Give back all of the data exactly as it appears here.

Material for this exercise
»»

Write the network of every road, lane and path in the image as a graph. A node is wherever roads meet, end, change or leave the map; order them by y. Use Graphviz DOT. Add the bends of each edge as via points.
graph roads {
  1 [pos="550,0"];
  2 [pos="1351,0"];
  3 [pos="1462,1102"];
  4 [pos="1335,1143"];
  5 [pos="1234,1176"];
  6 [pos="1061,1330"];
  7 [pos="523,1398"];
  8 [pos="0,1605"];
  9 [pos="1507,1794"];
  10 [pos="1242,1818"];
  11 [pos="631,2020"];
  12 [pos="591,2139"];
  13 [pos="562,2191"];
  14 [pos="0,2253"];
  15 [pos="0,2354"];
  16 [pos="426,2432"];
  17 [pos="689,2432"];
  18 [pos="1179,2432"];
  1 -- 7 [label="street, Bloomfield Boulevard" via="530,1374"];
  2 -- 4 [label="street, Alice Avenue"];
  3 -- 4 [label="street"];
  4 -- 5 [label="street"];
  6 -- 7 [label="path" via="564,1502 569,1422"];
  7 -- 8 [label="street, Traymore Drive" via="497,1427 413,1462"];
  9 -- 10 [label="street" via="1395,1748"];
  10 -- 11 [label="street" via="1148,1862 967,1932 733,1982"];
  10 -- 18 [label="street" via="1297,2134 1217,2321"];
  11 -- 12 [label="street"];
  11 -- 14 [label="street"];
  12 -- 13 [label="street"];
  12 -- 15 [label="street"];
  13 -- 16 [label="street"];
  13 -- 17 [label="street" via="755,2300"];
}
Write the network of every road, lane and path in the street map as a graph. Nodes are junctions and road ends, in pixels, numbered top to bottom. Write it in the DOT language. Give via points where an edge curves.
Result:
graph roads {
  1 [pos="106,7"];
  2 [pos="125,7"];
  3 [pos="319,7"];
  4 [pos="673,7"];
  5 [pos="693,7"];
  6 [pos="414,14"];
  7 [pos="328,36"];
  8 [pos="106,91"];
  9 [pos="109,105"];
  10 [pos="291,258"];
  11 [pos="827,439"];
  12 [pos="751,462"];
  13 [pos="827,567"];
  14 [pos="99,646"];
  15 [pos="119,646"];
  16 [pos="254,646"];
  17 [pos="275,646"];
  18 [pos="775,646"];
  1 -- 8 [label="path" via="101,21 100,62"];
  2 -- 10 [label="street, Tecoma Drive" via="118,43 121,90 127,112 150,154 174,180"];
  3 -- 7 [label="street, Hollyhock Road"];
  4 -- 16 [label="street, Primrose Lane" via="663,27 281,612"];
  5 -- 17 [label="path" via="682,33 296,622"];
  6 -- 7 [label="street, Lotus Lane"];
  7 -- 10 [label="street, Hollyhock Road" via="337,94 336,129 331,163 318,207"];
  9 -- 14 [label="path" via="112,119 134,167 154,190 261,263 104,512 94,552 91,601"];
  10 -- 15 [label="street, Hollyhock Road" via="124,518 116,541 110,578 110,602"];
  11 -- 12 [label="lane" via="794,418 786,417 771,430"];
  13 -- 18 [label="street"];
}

««

Task output
Write the network of every road, lane and path in the image as a graph. A node is wherever roads meet, end, change or leave the map; order them by y. Use Graphviz DOT. Add the bends of each edge as via points.
graph roads {
  1 [pos="550,0"];
  2 [pos="1351,0"];
  3 [pos="1462,1102"];
  4 [pos="1335,1143"];
  5 [pos="1234,1176"];
  6 [pos="1061,1330"];
  7 [pos="523,1398"];
  8 [pos="0,1605"];
  9 [pos="1507,1794"];
  10 [pos="1242,1818"];
  11 [pos="631,2020"];
  12 [pos="591,2139"];
  13 [pos="562,2191"];
  14 [pos="0,2253"];
  15 [pos="0,2354"];
  16 [pos="426,2432"];
  17 [pos="689,2432"];
  18 [pos="1179,2432"];
  1 -- 7 [label="street, Bloomfield Boulevard" via="530,1374"];
  2 -- 4 [label="street, Alice Avenue"];
  3 -- 4 [label="street"];
  4 -- 5 [label="street"];
  6 -- 7 [label="path" via="564,1502 569,1422"];
  7 -- 8 [label="street, Traymore Drive" via="497,1427 413,1462"];
  9 -- 10 [label="street" via="1395,1748"];
  10 -- 11 [label="street" via="1148,1862 967,1932 733,1982"];
  10 -- 18 [label="street" via="1297,2134 1217,2321"];
  11 -- 12 [label="street"];
  11 -- 14 [label="street"];
  12 -- 13 [label="street"];
  12 -- 15 [label="street"];
  13 -- 16 [label="street"];
  13 -- 17 [label="street" via="755,2300"];
}
Write the network of every road, lane and path in the street map as a graph. Nodes are junctions and road ends, in pixels, numbered top to bottom. Write it in the DOT language. Give via points where an edge curves.
Result:
graph roads {
  1 [pos="106,7"];
  2 [pos="125,7"];
  3 [pos="319,7"];
  4 [pos="673,7"];
  5 [pos="693,7"];
  6 [pos="414,14"];
  7 [pos="328,36"];
  8 [pos="106,91"];
  9 [pos="109,105"];
  10 [pos="291,258"];
  11 [pos="827,439"];
  12 [pos="751,462"];
  13 [pos="827,567"];
  14 [pos="99,646"];
  15 [pos="119,646"];
  16 [pos="254,646"];
  17 [pos="275,646"];
  18 [pos="775,646"];
  1 -- 8 [label="path" via="101,21 100,62"];
  2 -- 10 [label="street, Tecoma Drive" via="118,43 121,90 127,112 150,154 174,180"];
  3 -- 7 [label="street, Hollyhock Road"];
  4 -- 16 [label="street, Primrose Lane" via="663,27 281,612"];
  5 -- 17 [label="path" via="682,33 296,622"];
  6 -- 7 [label="street, Lotus Lane"];
  7 -- 10 [label="street, Hollyhock Road" via="337,94 336,129 331,163 318,207"];
  9 -- 14 [label="path" via="112,119 134,167 154,190 261,263 104,512 94,552 91,601"];
  10 -- 15 [label="street, Hollyhock Road" via="124,518 116,541 110,578 110,602"];
  11 -- 12 [label="lane" via="794,418 786,417 771,430"];
  13 -- 18 [label="street"];
}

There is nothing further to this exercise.